I have always wondered about "usage". How do you measure usage? What is the threshold from moderate to heavy usage?
Like digital above, I just gave up on getting a few 'percieved' minutes here and there with tweaks. I just use the phone and battery life be dammed. Just charge the sucker up when it gets low.
One thing that has helped is I never activated Google Now. I think by not bringing up them dumb weather and "distance to home" cards, it saves alot of battery.
Yeah, usage is completely arbitrary, even when we are talking about comparing our own usage day to day. Something as simple as where you were that day and for how long can drastically affect it.

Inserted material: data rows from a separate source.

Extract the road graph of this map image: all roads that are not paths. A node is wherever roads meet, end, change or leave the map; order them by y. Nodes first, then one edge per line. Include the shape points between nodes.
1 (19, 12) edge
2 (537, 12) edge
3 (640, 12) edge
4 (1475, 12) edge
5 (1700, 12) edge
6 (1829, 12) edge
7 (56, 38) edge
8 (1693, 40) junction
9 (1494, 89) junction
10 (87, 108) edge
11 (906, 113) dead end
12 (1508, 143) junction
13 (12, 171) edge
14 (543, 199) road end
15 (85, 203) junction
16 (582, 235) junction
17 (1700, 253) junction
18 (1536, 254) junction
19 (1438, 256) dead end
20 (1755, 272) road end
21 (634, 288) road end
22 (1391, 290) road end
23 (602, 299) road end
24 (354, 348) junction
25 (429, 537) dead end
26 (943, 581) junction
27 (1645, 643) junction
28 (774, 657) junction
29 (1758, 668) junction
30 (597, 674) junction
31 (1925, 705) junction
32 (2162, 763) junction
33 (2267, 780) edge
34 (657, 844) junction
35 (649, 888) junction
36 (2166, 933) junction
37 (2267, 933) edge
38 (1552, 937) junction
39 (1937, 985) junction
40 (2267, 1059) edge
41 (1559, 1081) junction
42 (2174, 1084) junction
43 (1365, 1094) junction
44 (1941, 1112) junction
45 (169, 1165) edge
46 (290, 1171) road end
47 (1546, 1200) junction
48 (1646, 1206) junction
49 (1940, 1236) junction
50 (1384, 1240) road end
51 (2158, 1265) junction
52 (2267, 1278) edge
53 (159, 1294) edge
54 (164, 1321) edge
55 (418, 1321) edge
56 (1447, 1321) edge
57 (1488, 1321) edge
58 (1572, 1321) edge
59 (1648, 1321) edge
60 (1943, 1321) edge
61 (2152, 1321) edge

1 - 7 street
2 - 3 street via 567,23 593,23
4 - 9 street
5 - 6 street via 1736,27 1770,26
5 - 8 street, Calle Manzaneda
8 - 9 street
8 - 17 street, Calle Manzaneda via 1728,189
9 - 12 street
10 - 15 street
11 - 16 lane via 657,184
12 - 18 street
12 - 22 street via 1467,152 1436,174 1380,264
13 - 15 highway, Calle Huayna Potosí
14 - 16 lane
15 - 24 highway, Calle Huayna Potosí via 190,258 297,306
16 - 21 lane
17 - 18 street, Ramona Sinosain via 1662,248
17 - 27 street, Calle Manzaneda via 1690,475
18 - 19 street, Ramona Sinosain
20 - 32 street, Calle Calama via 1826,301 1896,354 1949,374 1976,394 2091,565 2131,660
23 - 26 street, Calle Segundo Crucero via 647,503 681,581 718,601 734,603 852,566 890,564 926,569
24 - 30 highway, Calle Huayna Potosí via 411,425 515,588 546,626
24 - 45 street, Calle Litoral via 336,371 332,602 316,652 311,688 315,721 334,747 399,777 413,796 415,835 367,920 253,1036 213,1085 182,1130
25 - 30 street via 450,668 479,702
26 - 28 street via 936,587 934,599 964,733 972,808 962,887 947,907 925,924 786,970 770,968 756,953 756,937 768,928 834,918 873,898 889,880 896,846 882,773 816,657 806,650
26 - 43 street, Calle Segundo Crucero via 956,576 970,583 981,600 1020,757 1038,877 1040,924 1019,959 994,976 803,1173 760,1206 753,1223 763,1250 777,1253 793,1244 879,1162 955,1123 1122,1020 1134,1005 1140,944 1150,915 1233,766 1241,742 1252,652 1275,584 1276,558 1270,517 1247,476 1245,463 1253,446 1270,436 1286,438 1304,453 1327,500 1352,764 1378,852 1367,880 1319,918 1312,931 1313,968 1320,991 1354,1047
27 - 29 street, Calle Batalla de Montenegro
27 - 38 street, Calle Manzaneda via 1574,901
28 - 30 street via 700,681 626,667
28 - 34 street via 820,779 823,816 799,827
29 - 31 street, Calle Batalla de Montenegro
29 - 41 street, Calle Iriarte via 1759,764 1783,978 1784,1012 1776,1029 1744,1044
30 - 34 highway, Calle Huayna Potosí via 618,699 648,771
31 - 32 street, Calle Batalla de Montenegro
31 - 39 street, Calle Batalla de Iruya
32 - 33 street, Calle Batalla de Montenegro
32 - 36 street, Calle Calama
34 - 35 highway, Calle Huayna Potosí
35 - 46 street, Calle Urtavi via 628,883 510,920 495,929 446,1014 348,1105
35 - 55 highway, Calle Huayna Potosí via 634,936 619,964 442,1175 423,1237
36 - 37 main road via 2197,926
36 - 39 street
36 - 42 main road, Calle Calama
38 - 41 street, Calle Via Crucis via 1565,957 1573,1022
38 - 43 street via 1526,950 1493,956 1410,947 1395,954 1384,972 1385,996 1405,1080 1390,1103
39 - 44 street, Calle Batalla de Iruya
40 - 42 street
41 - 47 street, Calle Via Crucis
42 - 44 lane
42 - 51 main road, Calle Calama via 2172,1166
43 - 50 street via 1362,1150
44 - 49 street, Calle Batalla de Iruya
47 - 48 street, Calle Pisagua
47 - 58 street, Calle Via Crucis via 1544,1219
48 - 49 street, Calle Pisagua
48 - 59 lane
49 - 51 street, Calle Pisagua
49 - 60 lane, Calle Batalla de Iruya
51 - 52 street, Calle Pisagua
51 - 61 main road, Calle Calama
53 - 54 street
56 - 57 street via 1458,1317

We have a bar near our house and if we go there for a couple of drinks my battery life is shot for the day, especially if their WiFi is down because there is almost no signal. Just enough to not force the phone to shut off the cell, but enough to make it work hard for a connection by boosting the power. I try to charge up the phone in the car on the way. No amount of setting tweaking or kernel/ROM combo is going to fix that unless I just enable airplane mode. And I only notice that because I go there too much. That type of things happens all day long in your pocket and you probably never even notice.

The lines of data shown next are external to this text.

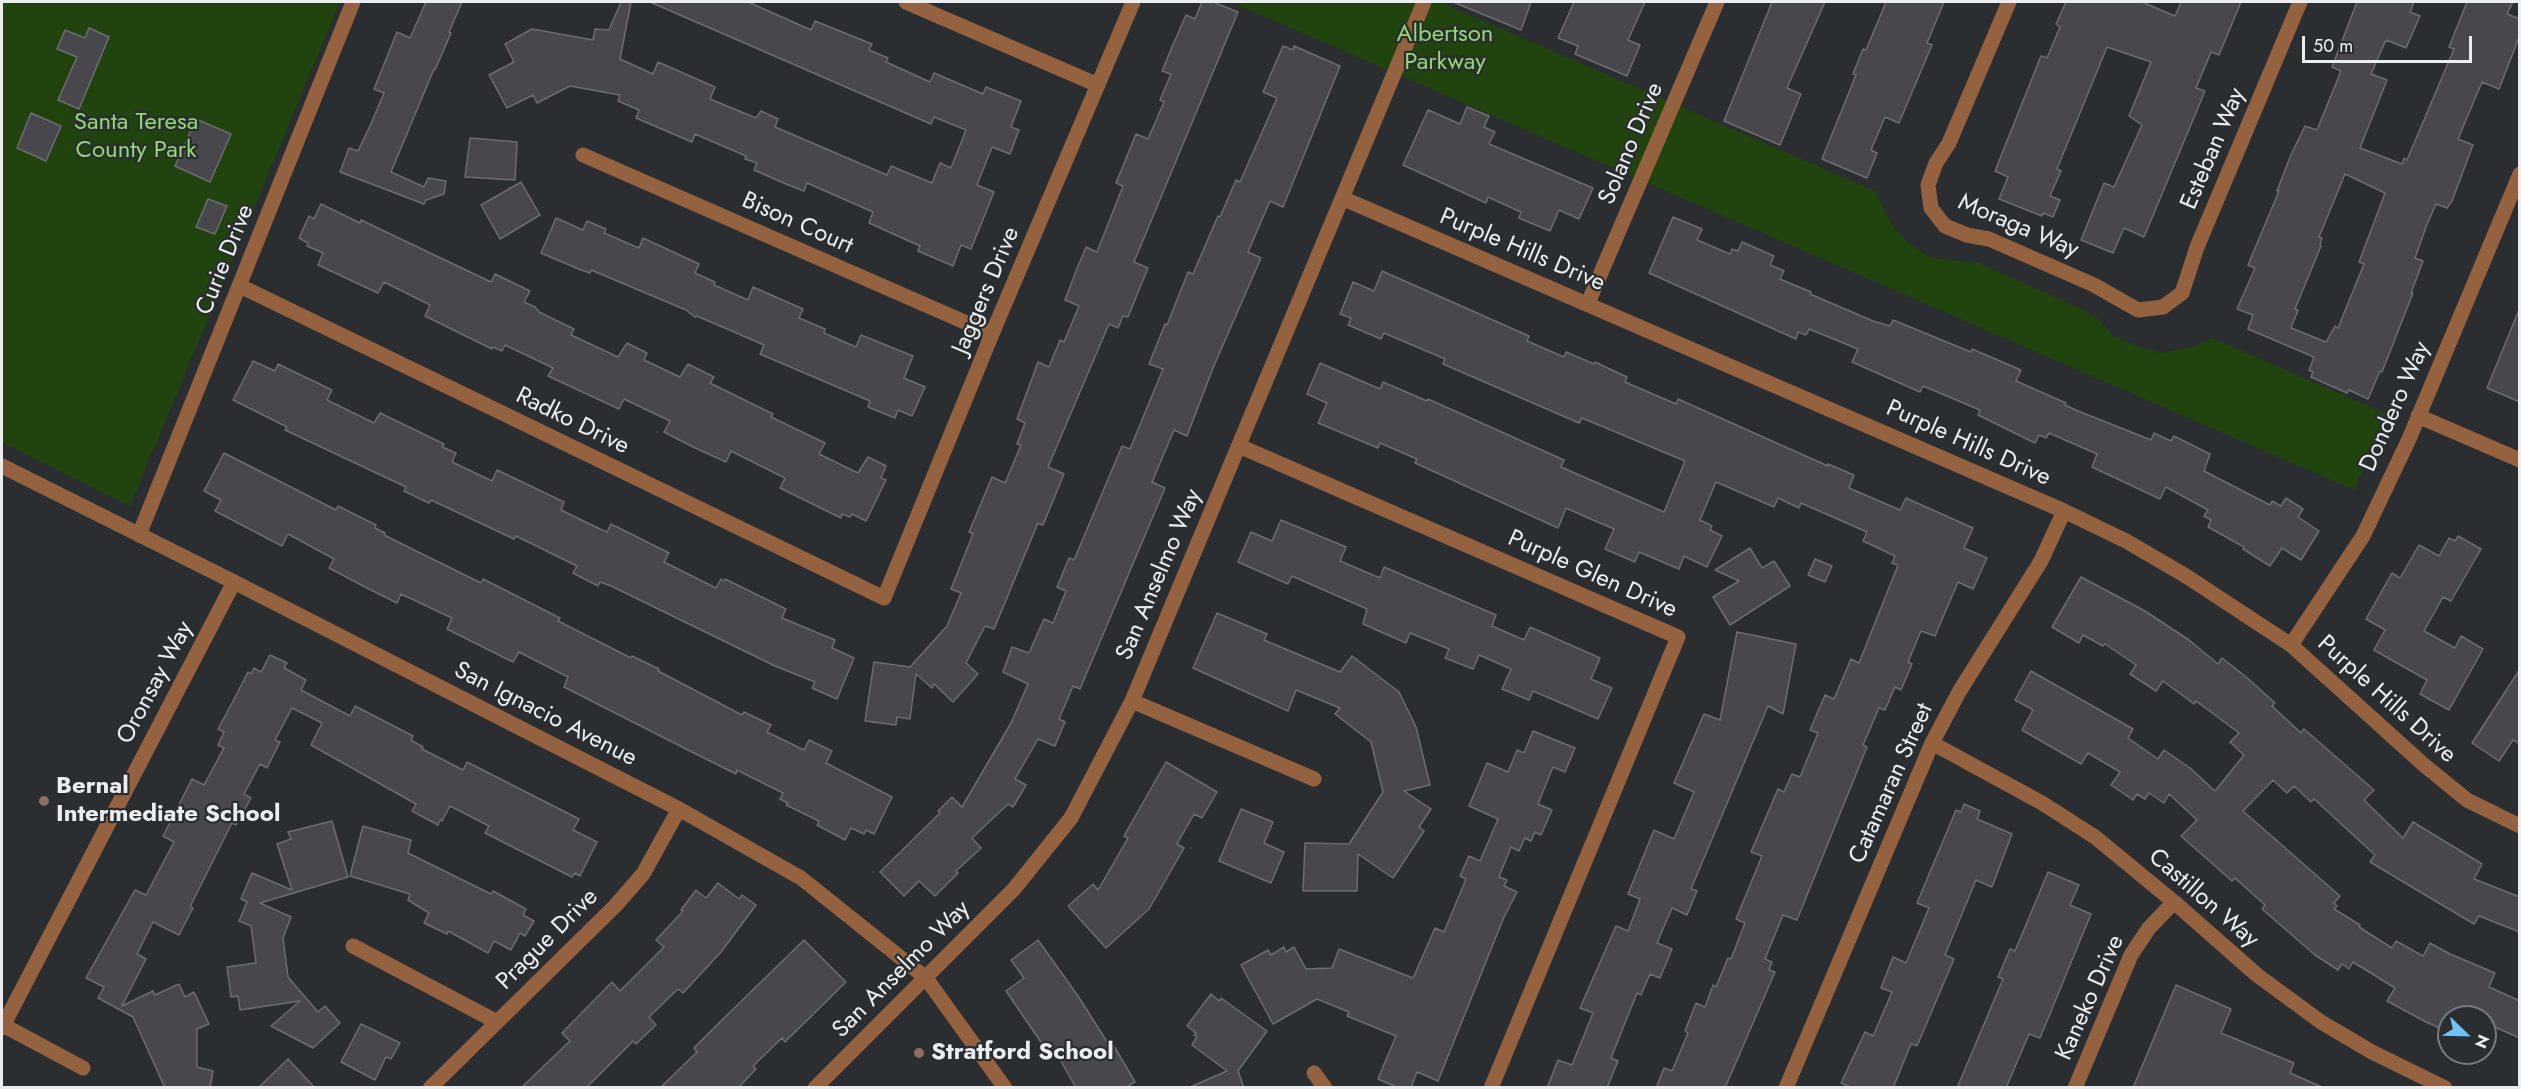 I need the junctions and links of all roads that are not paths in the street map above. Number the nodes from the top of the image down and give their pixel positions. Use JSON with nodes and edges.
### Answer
{"nodes":[{"id":1,"x":353,"y":2,"type":"edge"},
{"id":2,"x":906,"y":2,"type":"edge"},
{"id":3,"x":1133,"y":2,"type":"edge"},
{"id":4,"x":1424,"y":2,"type":"edge"},
{"id":5,"x":1717,"y":2,"type":"edge"},
{"id":6,"x":2008,"y":2,"type":"edge"},
{"id":7,"x":2300,"y":2,"type":"edge"},
{"id":8,"x":1098,"y":85,"type":"junction"},
{"id":9,"x":583,"y":155,"type":"dead end"},
{"id":10,"x":2520,"y":174,"type":"edge"},
{"id":11,"x":1342,"y":198,"type":"junction"},
{"id":12,"x":240,"y":286,"type":"junction"},
{"id":13,"x":1588,"y":303,"type":"junction"},
{"id":14,"x":2163,"y":307,"type":"joint"},
{"id":15,"x":992,"y":334,"type":"junction"},
{"id":16,"x":2418,"y":416,"type":"junction"},
{"id":17,"x":1239,"y":446,"type":"junction"},
{"id":18,"x":2520,"y":460,"type":"edge"},
{"id":19,"x":2,"y":466,"type":"edge"},
{"id":20,"x":2064,"y":511,"type":"junction"},
{"id":21,"x":139,"y":535,"type":"junction"},
{"id":22,"x":234,"y":582,"type":"junction"},
{"id":23,"x":884,"y":598,"type":"joint"},
{"id":24,"x":2291,"y":645,"type":"junction"},
{"id":25,"x":1132,"y":701,"type":"junction"},
{"id":26,"x":1932,"y":743,"type":"junction"},
{"id":27,"x":1314,"y":779,"type":"dead end"},
{"id":28,"x":679,"y":808,"type":"junction"},
{"id":29,"x":2520,"y":826,"type":"edge"},
{"id":30,"x":2174,"y":902,"type":"junction"},
{"id":31,"x":352,"y":946,"type":"dead end"},
{"id":32,"x":926,"y":978,"type":"junction"},
{"id":33,"x":497,"y":1022,"type":"junction"},
{"id":34,"x":2,"y":1027,"type":"edge"},
{"id":35,"x":83,"y":1068,"type":"dead end"},
{"id":36,"x":1314,"y":1073,"type":"dead end"},
{"id":37,"x":430,"y":1088,"type":"edge"},
{"id":38,"x":815,"y":1088,"type":"edge"},
{"id":39,"x":1005,"y":1088,"type":"edge"},
{"id":40,"x":1325,"y":1088,"type":"edge"},
{"id":41,"x":1491,"y":1088,"type":"edge"},
{"id":42,"x":1786,"y":1088,"type":"edge"},
{"id":43,"x":2075,"y":1088,"type":"edge"},
{"id":44,"x":2445,"y":1088,"type":"edge"}],
"edges":[{"from":1,"to":12,"type":"street","name":"Curie Drive"},
{"from":2,"to":8,"type":"street"},
{"from":3,"to":8,"type":"street","name":"Jaggers Drive"},
{"from":4,"to":11,"type":"street","name":"San Anselmo Way"},
{"from":5,"to":13,"type":"street","name":"Solano Drive"},
{"from":6,"to":14,"type":"street","name":"Moraga Way"},
{"from":7,"to":14,"type":"street","name":"Esteban Way"},
{"from":8,"to":15,"type":"street","name":"Jaggers Drive"},
{"from":9,"to":15,"type":"street","name":"Bison Court"},
{"from":10,"to":16,"type":"street","name":"Dondero Way"},
{"from":11,"to":13,"type":"street","name":"Purple Hills Drive"},
{"from":11,"to":17,"type":"street","name":"San Anselmo Way"},
{"from":12,"to":21,"type":"street","name":"Curie Drive"},
{"from":12,"to":23,"type":"street","name":"Radko Drive"},
{"from":13,"to":20,"type":"street","name":"Purple Hills Drive"},
{"from":15,"to":23,"type":"street","name":"Jaggers Drive"},
{"from":16,"to":18,"type":"street"},
{"from":16,"to":24,"type":"street","name":"Dondero Way"},
{"from":17,"to":25,"type":"street","name":"San Anselmo Way"},
{"from":17,"to":41,"type":"street","name":"Purple Glen Drive"},
{"from":19,"to":21,"type":"street","name":"San Ignacio Avenue"},
{"from":20,"to":24,"type":"street","name":"Purple Hills Drive"},
{"from":20,"to":26,"type":"street","name":"Catamaran Street"},
{"from":21,"to":22,"type":"street","name":"San Ignacio Avenue"},
{"from":22,"to":28,"type":"street","name":"San Ignacio Avenue"},
{"from":22,"to":34,"type":"street","name":"Oronsay Way"},
{"from":24,"to":29,"type":"street","name":"Purple Hills Drive"},
{"from":25,"to":27,"type":"street"},
{"from":25,"to":32,"type":"street","name":"San Anselmo Way"},
{"from":26,"to":30,"type":"street","name":"Castillon Way"},
{"from":26,"to":42,"type":"street","name":"Catamaran Street"},
{"from":28,"to":32,"type":"street","name":"San Ignacio Avenue"},
{"from":28,"to":33,"type":"street","name":"Prague Drive"},
{"from":30,"to":43,"type":"street","name":"Kaneko Drive"},
{"from":30,"to":44,"type":"street","name":"Castillon Way"},
{"from":31,"to":33,"type":"street"},
{"from":32,"to":38,"type":"street","name":"San Anselmo Way"},
{"from":32,"to":39,"type":"street","name":"San Ignacio Avenue"},
{"from":33,"to":37,"type":"street","name":"Prague Drive"},
{"from":34,"to":35,"type":"street"},
{"from":36,"to":40,"type":"street"}]}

And I agree, since Google Now I've noticed a dip in battery on the Gnex where I actually enable it. But I find it useful so I keep enabled on the phone and off on the tablets.
I should clarify that I'm not suggesting you ignore your battery life and install whatever, run your screen at full brightness and then attach a 2lb battery pack to keep it going. If you find a particular app that you see little value you in that seems to be chewing through battery, get rid of it. I just don't think marginal gains in battery life gains make sense if it means sacrificing something you see value in.

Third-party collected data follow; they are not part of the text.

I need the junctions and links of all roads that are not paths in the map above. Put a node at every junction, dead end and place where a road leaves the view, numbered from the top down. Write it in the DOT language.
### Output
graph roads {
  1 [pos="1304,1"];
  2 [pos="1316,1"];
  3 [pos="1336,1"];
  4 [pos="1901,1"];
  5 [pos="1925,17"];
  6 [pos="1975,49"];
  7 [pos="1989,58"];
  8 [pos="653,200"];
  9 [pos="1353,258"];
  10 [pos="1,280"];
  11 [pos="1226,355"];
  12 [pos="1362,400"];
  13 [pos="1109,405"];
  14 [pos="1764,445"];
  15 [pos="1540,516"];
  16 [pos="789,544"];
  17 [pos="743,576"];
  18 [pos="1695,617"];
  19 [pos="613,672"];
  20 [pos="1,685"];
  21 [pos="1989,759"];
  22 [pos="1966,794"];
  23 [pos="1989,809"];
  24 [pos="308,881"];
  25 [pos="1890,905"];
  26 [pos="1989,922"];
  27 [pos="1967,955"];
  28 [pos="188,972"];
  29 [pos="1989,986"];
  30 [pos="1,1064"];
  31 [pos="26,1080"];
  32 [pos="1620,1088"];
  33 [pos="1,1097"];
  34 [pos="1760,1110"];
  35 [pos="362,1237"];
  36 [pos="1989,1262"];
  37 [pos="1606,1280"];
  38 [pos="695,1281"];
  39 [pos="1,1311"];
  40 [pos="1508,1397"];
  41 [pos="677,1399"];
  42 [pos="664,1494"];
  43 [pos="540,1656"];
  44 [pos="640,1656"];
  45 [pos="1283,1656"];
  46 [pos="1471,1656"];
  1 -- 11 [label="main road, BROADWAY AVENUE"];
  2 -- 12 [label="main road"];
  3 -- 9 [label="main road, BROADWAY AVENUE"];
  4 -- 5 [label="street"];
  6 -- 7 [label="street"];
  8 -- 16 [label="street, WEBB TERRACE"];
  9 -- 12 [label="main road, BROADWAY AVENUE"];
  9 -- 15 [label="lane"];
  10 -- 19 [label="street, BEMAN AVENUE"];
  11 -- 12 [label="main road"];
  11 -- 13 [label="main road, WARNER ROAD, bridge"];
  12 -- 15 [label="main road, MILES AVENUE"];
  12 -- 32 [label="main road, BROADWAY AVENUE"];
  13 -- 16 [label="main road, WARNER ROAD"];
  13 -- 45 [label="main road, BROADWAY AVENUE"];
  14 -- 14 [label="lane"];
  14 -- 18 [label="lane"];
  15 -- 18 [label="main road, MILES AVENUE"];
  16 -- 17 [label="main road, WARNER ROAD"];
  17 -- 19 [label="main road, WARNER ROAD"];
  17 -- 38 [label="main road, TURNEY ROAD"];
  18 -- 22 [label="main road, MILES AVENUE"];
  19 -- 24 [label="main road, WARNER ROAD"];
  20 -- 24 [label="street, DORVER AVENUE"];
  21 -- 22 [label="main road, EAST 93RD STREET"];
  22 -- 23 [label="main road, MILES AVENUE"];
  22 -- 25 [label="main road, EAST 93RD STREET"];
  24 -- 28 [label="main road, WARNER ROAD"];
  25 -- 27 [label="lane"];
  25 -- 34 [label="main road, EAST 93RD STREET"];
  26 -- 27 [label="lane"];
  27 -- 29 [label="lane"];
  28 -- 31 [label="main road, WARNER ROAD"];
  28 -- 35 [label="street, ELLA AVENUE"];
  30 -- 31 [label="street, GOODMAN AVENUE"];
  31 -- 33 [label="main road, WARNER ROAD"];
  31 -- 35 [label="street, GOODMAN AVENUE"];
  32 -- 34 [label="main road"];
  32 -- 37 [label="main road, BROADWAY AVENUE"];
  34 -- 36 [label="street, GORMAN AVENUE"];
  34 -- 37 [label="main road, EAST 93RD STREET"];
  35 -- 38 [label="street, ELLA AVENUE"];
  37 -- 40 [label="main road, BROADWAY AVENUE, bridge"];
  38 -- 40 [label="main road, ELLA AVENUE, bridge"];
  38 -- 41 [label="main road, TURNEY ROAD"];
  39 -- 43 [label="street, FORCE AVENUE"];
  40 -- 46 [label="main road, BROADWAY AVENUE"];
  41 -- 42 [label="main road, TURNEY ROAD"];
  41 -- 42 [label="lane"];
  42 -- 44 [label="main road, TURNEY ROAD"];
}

I personally hate the GNex on auto brightness. It's horrible, so I keep it about 60-70% which eats battery but what's the point in having a phone with a screen that you don't like looking at? On the Nexus 7 (and hopefully the Nexus 4 when I get it!) I don't mind it on auto brightness so I keep it there and reap the battery life gains from it.
So don't ignore it battery usage, but don't let it rule how you use your phone. Battery stats and benchmarks are about as useful as App Killers.